I love making rolls. I found a new recipe that I have completely fallen in love with. A family member of mine passed away before Christmas. As I was cleaning her kitchen, I sat at the kitchen island sorting through all her beloved recipes. I found one that caught my fancy. I knew I had to try it for our Christmas dinner. I never tried making potato yeast rolls, until now. I'm a huge fan now. Sold. Not going back to any other roll. It's that serious.
I'm certain my family was sold on the recipe because I came home with only 2 rolls left, out of the 3 dozen that I made.
Before making the rolls, you need to make a batch of mashed potatoes and reserve one cup of mashed potatoes. I love making Ree Drummond's mashed potatoes.
Mother's Home Made Rolls:
Soften yeast in water. Add shortening, sugar, salt, and mashed potatoes to scald the milk. Cool to lukewarm. Add yeast and beaten eggs. Add flour and mix thoroughly. Knead 5-10 minutes. (This step is extremely important. I kneaded for 10 minutes straight)
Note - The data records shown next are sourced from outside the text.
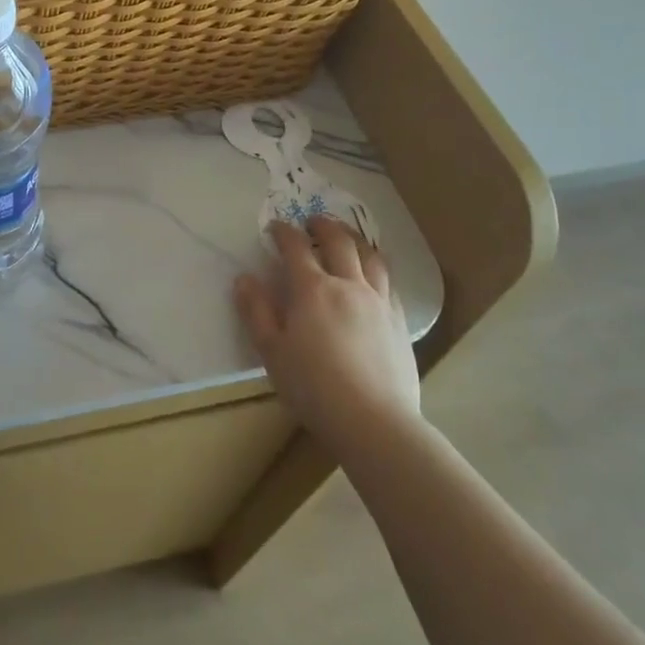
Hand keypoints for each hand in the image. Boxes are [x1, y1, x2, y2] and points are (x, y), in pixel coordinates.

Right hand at [235, 215, 422, 449]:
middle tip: (312, 222)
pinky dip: (377, 268)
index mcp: (313, 290)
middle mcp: (348, 285)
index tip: (275, 227)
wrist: (374, 422)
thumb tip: (244, 279)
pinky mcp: (399, 321)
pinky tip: (374, 275)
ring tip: (347, 237)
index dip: (283, 232)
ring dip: (355, 239)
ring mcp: (379, 302)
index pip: (295, 248)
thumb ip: (256, 312)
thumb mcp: (272, 352)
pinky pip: (390, 282)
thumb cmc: (314, 388)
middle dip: (323, 226)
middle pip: (339, 242)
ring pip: (371, 256)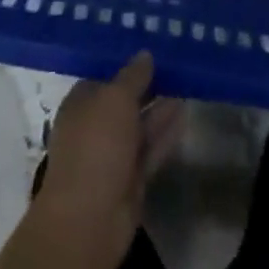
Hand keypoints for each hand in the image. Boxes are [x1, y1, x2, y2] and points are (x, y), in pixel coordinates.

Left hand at [38, 53, 183, 256]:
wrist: (90, 219)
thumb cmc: (96, 146)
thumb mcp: (115, 98)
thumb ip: (133, 76)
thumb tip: (145, 54)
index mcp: (81, 104)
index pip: (104, 76)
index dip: (127, 64)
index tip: (154, 48)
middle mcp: (94, 127)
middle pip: (124, 100)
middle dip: (148, 84)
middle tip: (178, 62)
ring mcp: (112, 155)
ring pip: (140, 124)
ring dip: (161, 107)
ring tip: (187, 82)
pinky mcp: (131, 178)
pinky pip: (151, 148)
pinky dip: (166, 132)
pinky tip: (185, 112)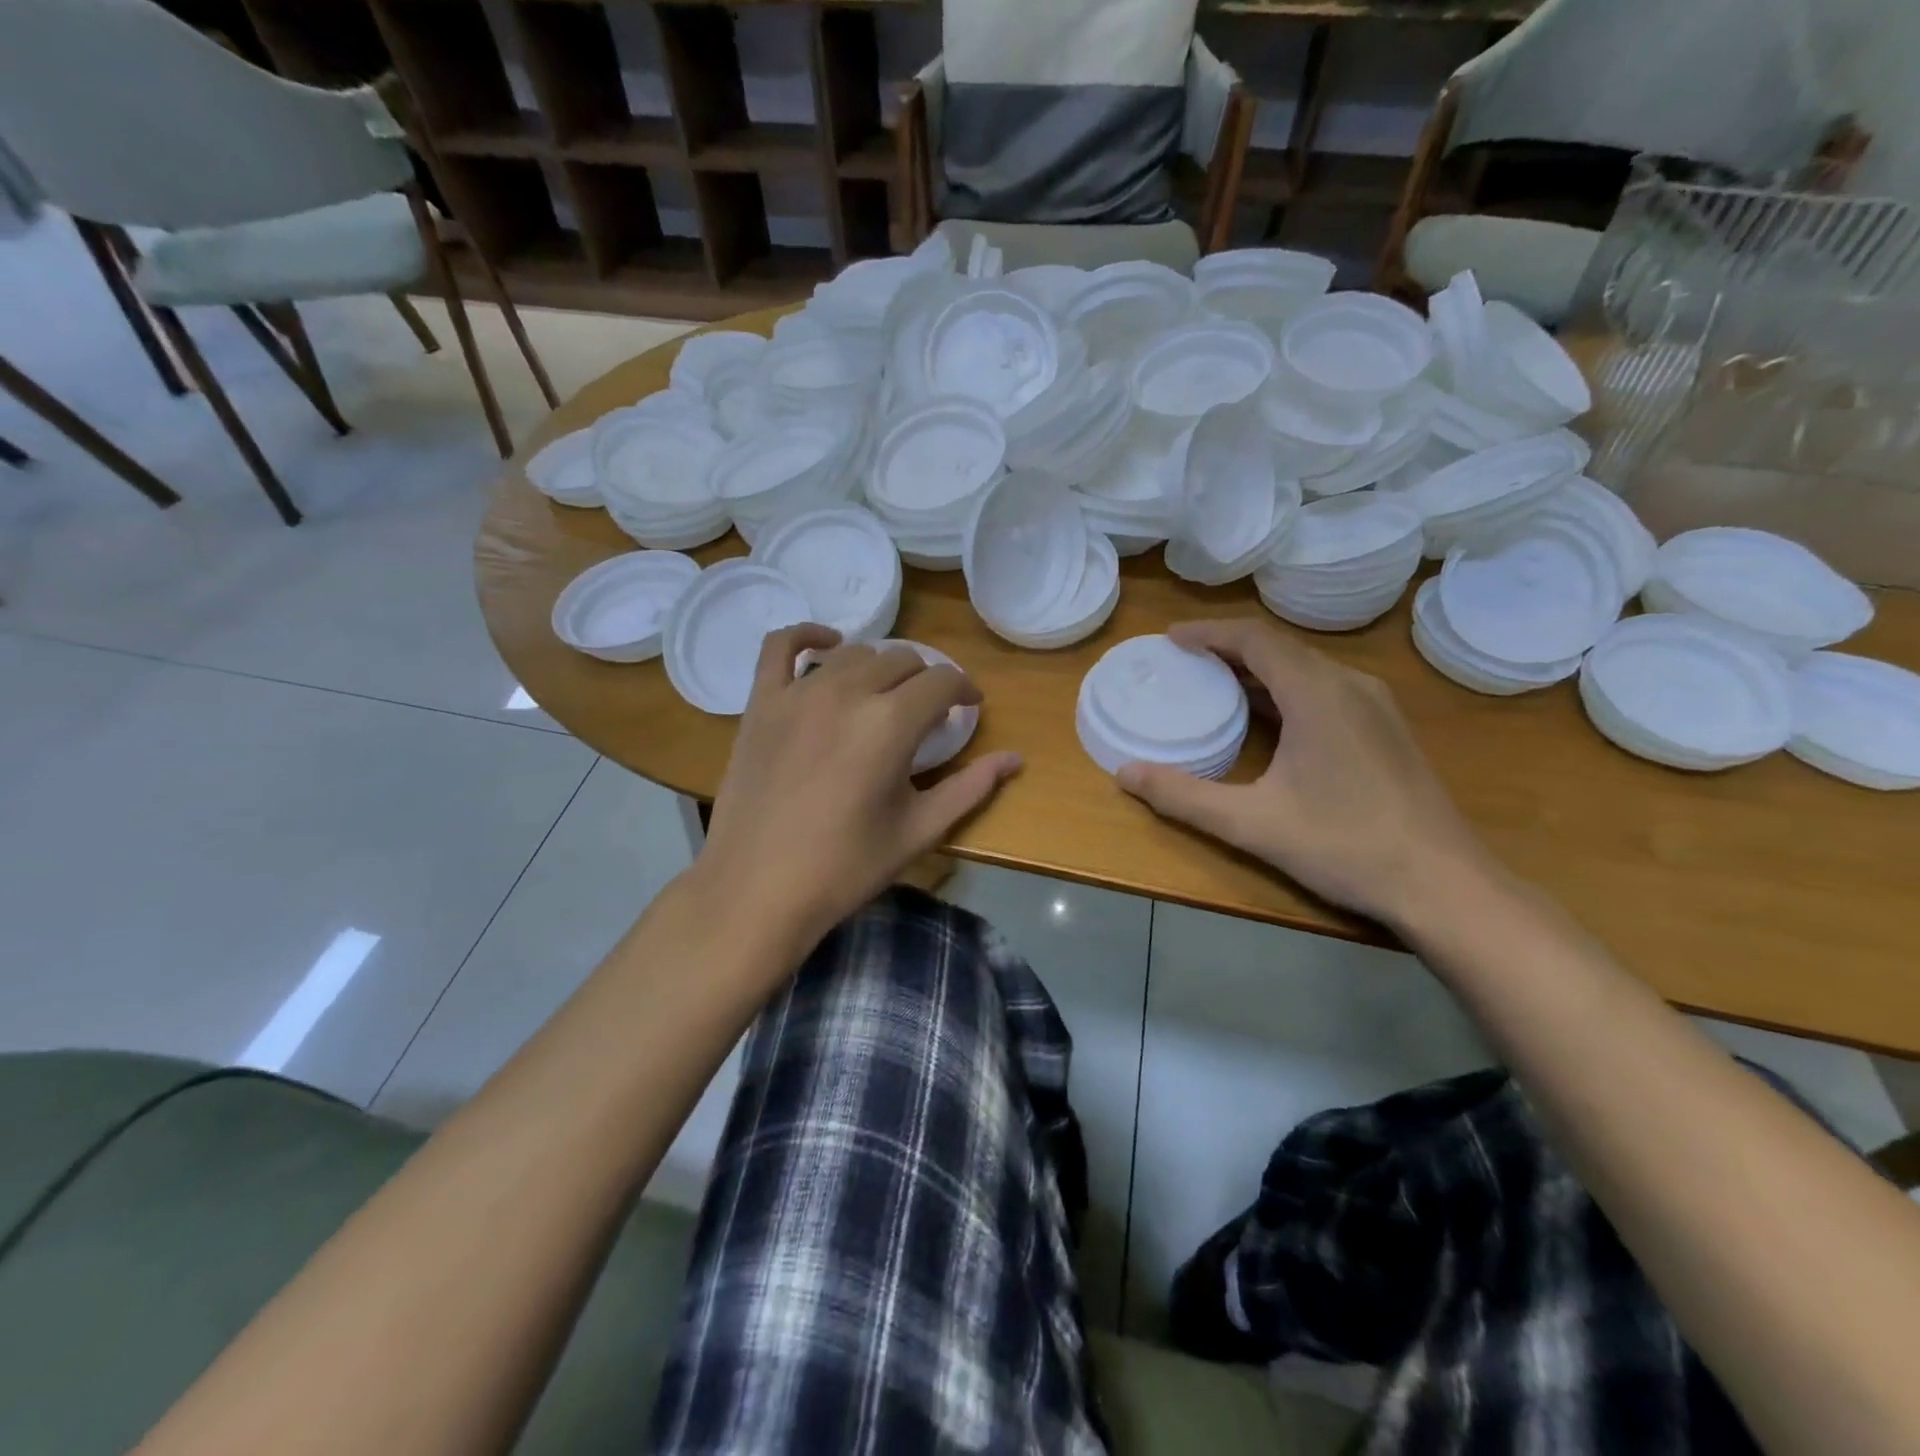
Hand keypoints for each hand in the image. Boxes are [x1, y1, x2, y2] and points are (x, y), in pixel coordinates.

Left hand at [697, 625, 1021, 956]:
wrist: (757, 889)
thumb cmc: (845, 867)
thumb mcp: (918, 831)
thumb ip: (971, 788)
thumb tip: (1016, 759)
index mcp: (891, 724)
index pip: (942, 682)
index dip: (964, 691)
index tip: (969, 709)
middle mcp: (847, 692)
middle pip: (902, 660)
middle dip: (926, 681)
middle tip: (927, 714)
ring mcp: (798, 693)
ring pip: (854, 653)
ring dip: (880, 668)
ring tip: (884, 697)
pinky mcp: (761, 702)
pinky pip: (780, 645)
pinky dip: (807, 635)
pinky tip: (826, 644)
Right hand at [1116, 618, 1495, 928]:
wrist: (1443, 884)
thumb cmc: (1344, 845)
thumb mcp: (1251, 824)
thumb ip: (1184, 796)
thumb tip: (1125, 774)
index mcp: (1317, 693)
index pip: (1255, 639)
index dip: (1209, 633)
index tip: (1170, 640)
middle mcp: (1350, 685)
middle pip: (1280, 648)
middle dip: (1228, 649)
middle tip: (1184, 662)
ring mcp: (1375, 706)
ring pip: (1306, 667)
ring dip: (1257, 669)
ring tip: (1215, 684)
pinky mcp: (1386, 729)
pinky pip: (1325, 688)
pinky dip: (1285, 689)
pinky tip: (1267, 719)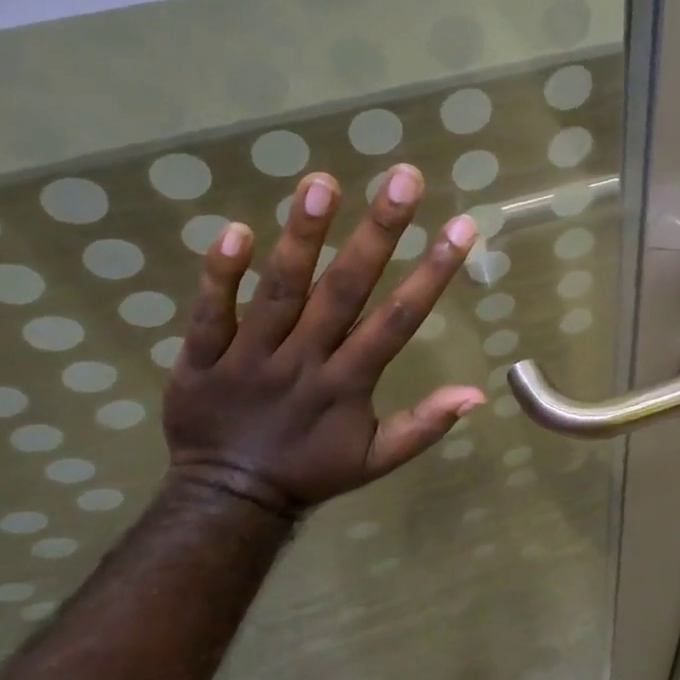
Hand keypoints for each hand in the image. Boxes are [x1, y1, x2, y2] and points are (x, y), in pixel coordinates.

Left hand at [161, 165, 483, 520]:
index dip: (432, 274)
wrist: (227, 500)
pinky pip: (210, 313)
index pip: (397, 322)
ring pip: (279, 292)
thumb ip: (424, 425)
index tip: (462, 227)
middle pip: (343, 292)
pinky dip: (220, 275)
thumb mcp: (376, 460)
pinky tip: (236, 229)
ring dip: (302, 237)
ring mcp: (249, 357)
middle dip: (377, 233)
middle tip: (403, 179)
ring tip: (322, 182)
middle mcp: (303, 362)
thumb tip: (478, 394)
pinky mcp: (201, 358)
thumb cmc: (312, 471)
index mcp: (347, 385)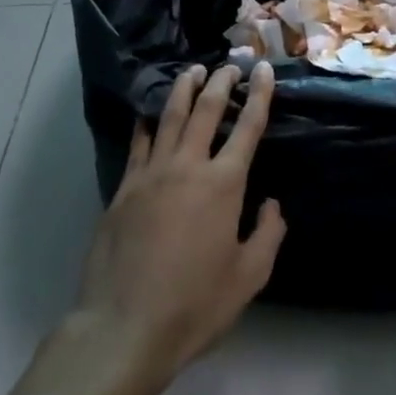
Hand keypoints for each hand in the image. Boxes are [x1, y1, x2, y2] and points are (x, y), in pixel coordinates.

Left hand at [73, 63, 285, 389]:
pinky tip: (149, 112)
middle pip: (207, 110)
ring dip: (184, 89)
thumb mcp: (248, 277)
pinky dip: (147, 122)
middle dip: (221, 82)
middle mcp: (188, 166)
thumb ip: (268, 234)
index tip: (265, 69)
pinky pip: (138, 143)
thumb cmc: (194, 305)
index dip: (260, 94)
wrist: (123, 327)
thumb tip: (272, 203)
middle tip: (230, 66)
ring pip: (169, 116)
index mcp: (224, 184)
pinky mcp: (124, 188)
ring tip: (193, 70)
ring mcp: (151, 174)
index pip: (248, 126)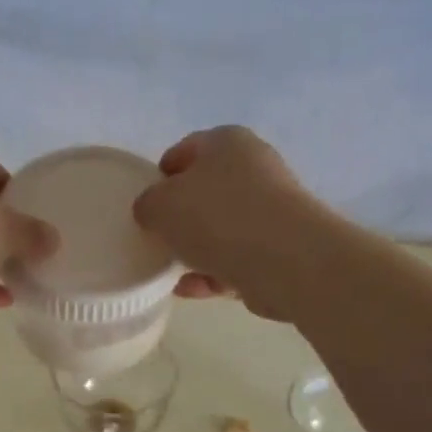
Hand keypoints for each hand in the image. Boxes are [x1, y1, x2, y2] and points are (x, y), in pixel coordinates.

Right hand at [132, 127, 314, 319]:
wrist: (284, 260)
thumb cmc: (216, 217)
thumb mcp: (160, 205)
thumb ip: (148, 204)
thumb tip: (152, 211)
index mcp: (227, 142)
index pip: (186, 150)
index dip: (162, 175)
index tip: (146, 203)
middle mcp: (254, 168)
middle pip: (206, 191)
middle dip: (181, 216)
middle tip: (157, 237)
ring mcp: (272, 210)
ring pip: (222, 228)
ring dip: (196, 249)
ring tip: (169, 270)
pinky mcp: (280, 248)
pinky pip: (237, 259)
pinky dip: (213, 273)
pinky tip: (190, 290)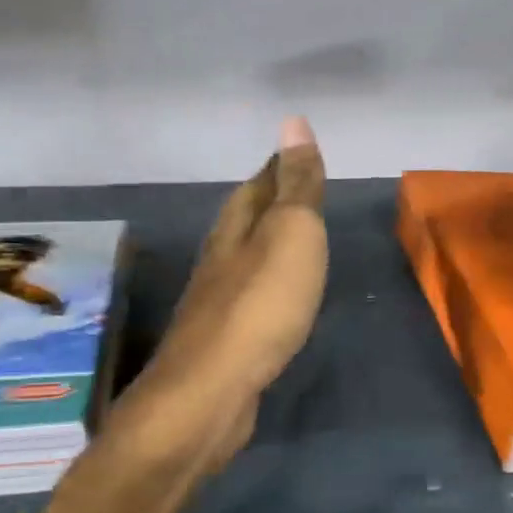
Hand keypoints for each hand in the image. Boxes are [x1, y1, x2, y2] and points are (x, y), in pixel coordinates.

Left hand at [128, 115, 328, 470]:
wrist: (212, 391)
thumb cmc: (260, 305)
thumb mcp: (291, 234)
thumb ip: (296, 185)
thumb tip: (294, 121)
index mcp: (236, 225)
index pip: (262, 182)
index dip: (283, 165)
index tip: (300, 152)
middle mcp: (220, 256)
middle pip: (247, 216)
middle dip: (271, 199)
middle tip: (300, 190)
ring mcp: (217, 300)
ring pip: (246, 256)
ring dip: (267, 242)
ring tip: (294, 238)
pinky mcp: (224, 339)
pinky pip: (251, 295)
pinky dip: (268, 283)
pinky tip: (278, 295)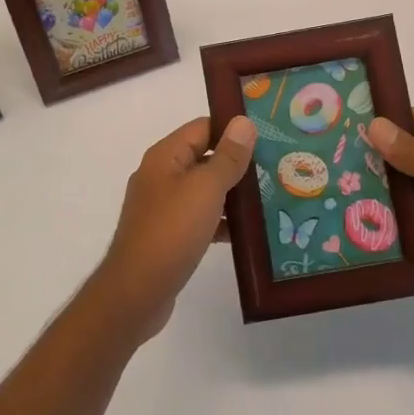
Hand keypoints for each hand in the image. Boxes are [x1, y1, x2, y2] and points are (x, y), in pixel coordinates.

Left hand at [91, 115, 256, 343]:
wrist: (136, 293)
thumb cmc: (171, 232)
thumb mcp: (205, 189)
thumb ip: (227, 157)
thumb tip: (243, 121)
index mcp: (165, 156)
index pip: (202, 127)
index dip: (233, 128)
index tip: (268, 134)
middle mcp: (161, 176)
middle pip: (204, 157)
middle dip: (238, 162)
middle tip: (277, 166)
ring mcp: (163, 207)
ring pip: (204, 190)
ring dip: (233, 193)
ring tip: (272, 196)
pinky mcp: (168, 236)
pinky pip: (200, 218)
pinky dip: (222, 221)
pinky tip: (249, 233)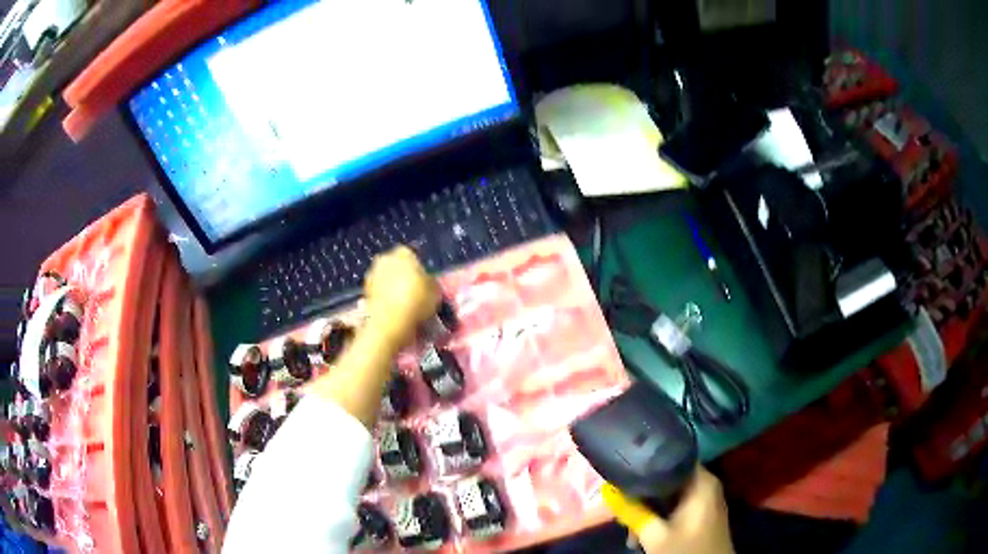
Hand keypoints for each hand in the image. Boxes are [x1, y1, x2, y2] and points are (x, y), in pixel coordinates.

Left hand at [364, 246, 440, 347]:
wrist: (390, 322)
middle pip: (396, 264)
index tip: (423, 281)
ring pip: (386, 277)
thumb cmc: (416, 301)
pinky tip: (393, 309)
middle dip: (402, 274)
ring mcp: (372, 273)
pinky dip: (384, 296)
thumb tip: (428, 283)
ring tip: (403, 302)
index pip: (412, 255)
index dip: (418, 268)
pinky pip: (379, 290)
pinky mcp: (364, 290)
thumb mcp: (435, 291)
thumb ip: (430, 283)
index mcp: (403, 253)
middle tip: (413, 290)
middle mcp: (385, 258)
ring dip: (392, 286)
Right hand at [603, 467, 733, 553]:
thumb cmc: (686, 549)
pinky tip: (645, 535)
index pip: (672, 458)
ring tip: (632, 533)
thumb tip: (607, 490)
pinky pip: (676, 507)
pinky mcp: (701, 515)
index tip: (623, 474)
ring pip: (669, 496)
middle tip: (623, 513)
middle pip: (668, 480)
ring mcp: (705, 501)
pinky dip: (660, 518)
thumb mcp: (654, 535)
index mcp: (701, 482)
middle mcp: (705, 485)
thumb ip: (632, 512)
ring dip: (648, 512)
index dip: (646, 464)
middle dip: (643, 497)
Placed in greased bowl and brush lightly with melted fat. Cover with cloth. (You can use a heating pad on high heat, and place the bowl on the heating pad. This will add some extra warmth to your dough. Allow 3 hours or more to allow your dough to rise) Punch down dough. Shape dough into balls, and place aside. Allow the rolls to rise, or double in size.
Bake at 425 degrees for 10 minutes or longer. If your using cast iron, the baking time will be shorter. Will make 3-4 dozen.